TASK DIRECTIONS
Below are the records. Retype, exactly, the lines from the first through the line with "Road topology of", and leave out the pictures.

(Stored items)
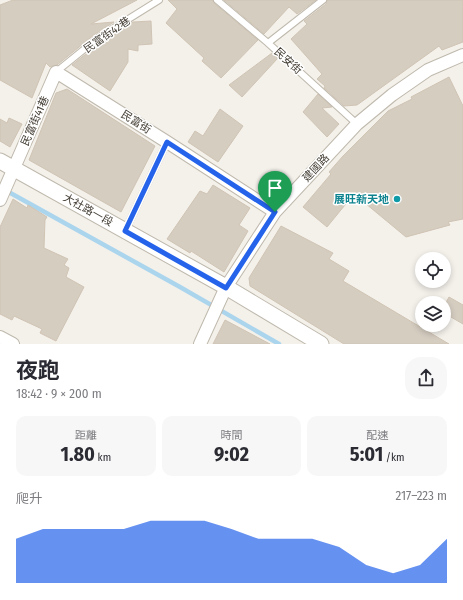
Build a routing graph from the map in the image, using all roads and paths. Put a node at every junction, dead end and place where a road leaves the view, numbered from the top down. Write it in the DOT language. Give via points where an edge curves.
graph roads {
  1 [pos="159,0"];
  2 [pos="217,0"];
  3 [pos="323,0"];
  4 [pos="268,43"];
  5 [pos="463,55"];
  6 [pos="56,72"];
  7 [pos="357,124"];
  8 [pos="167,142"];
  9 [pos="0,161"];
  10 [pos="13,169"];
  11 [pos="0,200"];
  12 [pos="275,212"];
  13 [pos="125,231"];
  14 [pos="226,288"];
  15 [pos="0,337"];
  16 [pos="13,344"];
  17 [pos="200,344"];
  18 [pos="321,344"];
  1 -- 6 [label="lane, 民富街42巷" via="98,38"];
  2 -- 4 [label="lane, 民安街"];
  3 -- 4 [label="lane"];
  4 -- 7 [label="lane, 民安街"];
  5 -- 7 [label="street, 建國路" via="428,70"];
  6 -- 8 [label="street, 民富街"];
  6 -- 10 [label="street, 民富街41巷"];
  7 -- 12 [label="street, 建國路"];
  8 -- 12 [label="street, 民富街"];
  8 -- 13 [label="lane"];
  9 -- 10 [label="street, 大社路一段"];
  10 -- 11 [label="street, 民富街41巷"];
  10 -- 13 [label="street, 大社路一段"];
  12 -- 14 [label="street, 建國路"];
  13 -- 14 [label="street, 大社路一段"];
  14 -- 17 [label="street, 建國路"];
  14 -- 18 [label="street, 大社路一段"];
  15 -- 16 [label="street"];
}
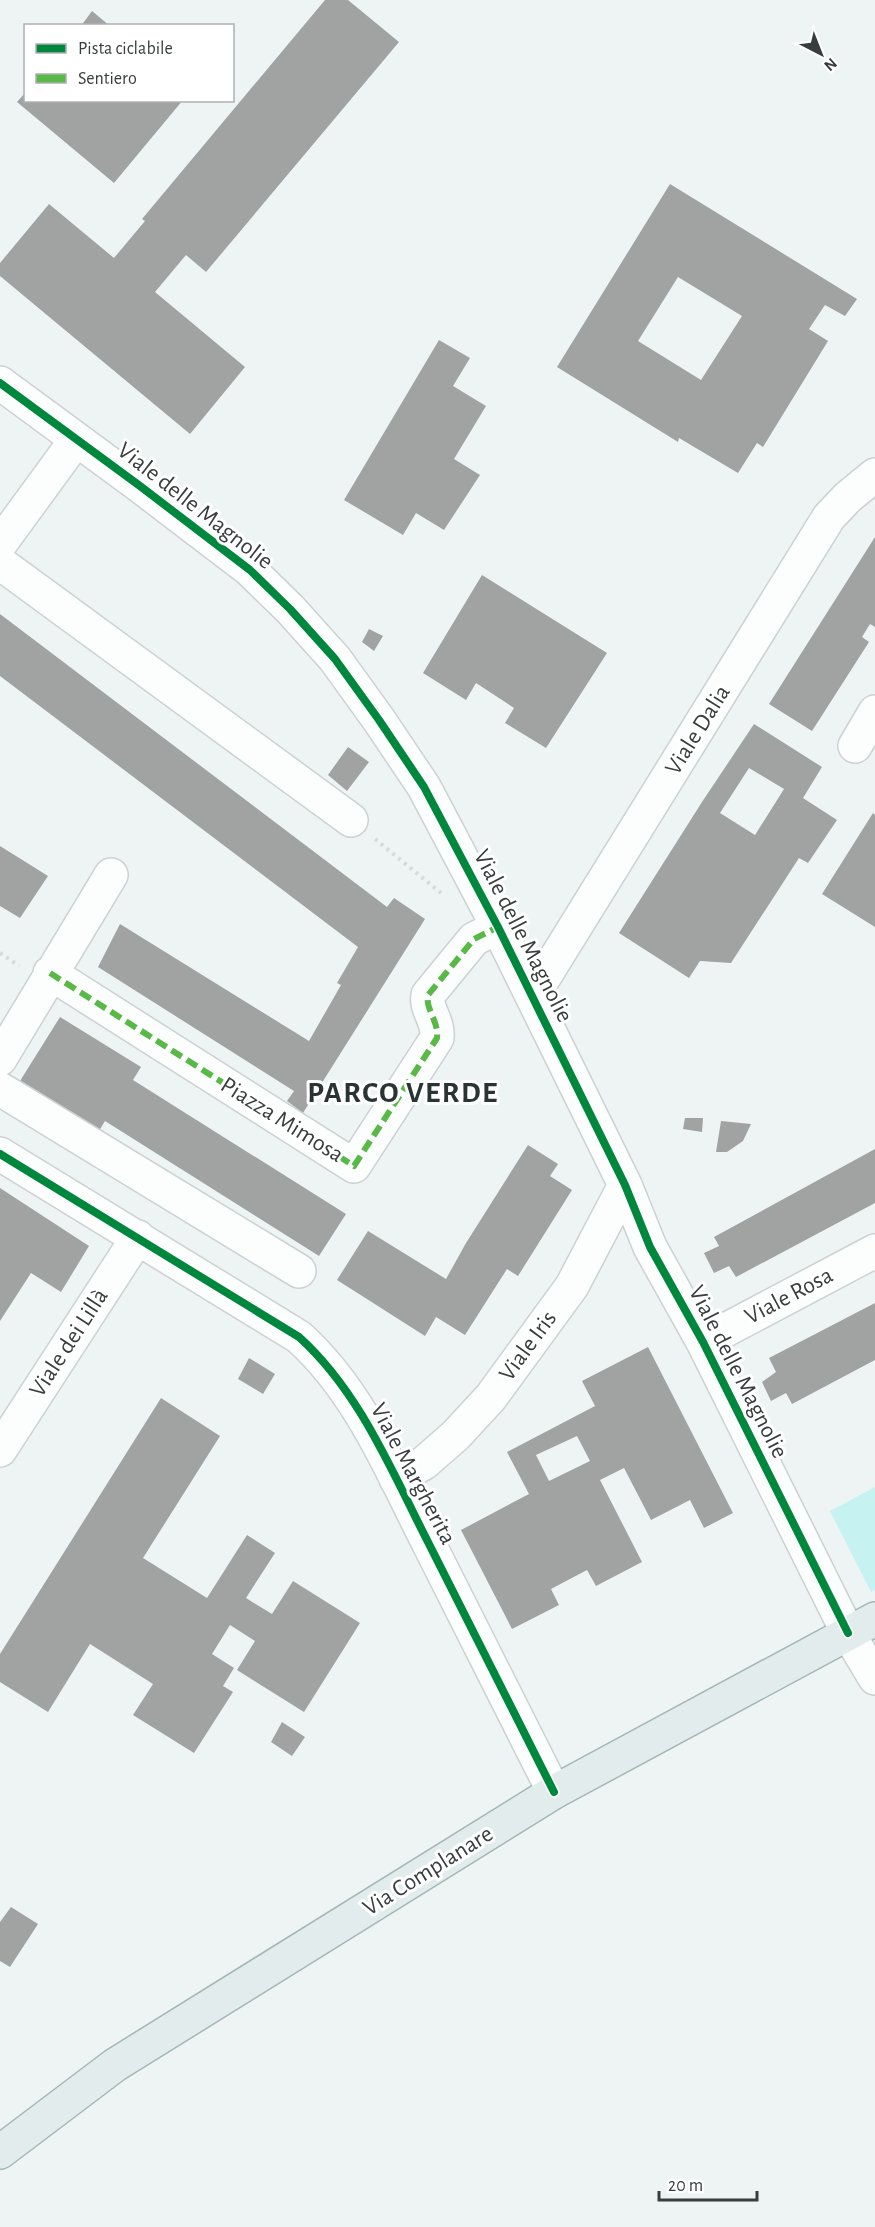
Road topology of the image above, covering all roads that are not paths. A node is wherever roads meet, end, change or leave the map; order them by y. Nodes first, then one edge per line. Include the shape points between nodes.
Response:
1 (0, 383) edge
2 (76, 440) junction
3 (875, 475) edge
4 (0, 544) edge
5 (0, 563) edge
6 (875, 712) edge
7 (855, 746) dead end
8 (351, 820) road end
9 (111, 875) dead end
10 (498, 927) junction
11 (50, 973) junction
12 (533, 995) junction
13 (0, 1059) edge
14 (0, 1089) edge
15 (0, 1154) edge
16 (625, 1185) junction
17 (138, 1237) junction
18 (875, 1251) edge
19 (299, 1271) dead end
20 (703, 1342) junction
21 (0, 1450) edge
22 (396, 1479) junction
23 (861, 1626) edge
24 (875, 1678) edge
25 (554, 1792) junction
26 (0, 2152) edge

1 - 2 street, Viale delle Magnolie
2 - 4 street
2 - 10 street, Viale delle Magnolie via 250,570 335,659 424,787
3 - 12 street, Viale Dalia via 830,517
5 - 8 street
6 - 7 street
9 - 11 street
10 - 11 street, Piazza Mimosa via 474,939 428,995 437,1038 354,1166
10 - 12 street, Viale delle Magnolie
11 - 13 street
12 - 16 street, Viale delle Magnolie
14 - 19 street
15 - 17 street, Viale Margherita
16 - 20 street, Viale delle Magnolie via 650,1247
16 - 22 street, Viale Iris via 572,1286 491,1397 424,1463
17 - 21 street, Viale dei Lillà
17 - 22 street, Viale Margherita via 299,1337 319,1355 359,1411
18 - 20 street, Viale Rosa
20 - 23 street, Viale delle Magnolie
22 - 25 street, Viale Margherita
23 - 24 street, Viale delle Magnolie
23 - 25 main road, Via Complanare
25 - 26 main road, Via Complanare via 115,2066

OUTPUT
Build a routing graph from the map in the image, using all roads and paths. Put a node at every junction, dead end and place where a road leaves the view, numbered from the top down. Write it in the DOT language. Give via points where an edge curves.
graph roads {
  1 [pos="159,0"];
  2 [pos="217,0"];
  3 [pos="323,0"];
  4 [pos="268,43"];
  5 [pos="463,55"];
  6 [pos="56,72"];
  7 [pos="357,124"];
  8 [pos="167,142"];
  9 [pos="0,161"];
  10 [pos="13,169"];
  11 [pos="0,200"];
  12 [pos="275,212"];
  13 [pos="125,231"];
  14 [pos="226,288"];
  15 [pos="0,337"];
  16 [pos="13,344"];
  17 [pos="200,344"];
  18 [pos="321,344"];
  1 -- 6 [label="lane, 民富街42巷" via="98,38"];
  2 -- 4 [label="lane, 民安街"];
  3 -- 4 [label="lane"];
  4 -- 7 [label="lane, 民安街"];
  5 -- 7 [label="street, 建國路" via="428,70"];
  6 -- 8 [label="street, 民富街"];
  6 -- 10 [label="street, 民富街41巷"];
  7 -- 12 [label="street, 建國路"];
  8 -- 12 [label="street, 民富街"];
  8 -- 13 [label="lane"];
  9 -- 10 [label="street, 大社路一段"];
  10 -- 11 [label="street, 民富街41巷"];
  10 -- 13 [label="street, 大社路一段"];
  12 -- 14 [label="street, 建國路"];
  13 -- 14 [label="street, 大社路一段"];
  14 -- 17 [label="street, 建國路"];
  14 -- 18 [label="street, 大社路一段"];
  15 -- 16 [label="street"];
}
Road topology of the image above, covering all roads that are not paths. A node is wherever roads meet, end, change or leave the map; order them by y. Nodes first, then one edge per line. Include the shape points between nodes.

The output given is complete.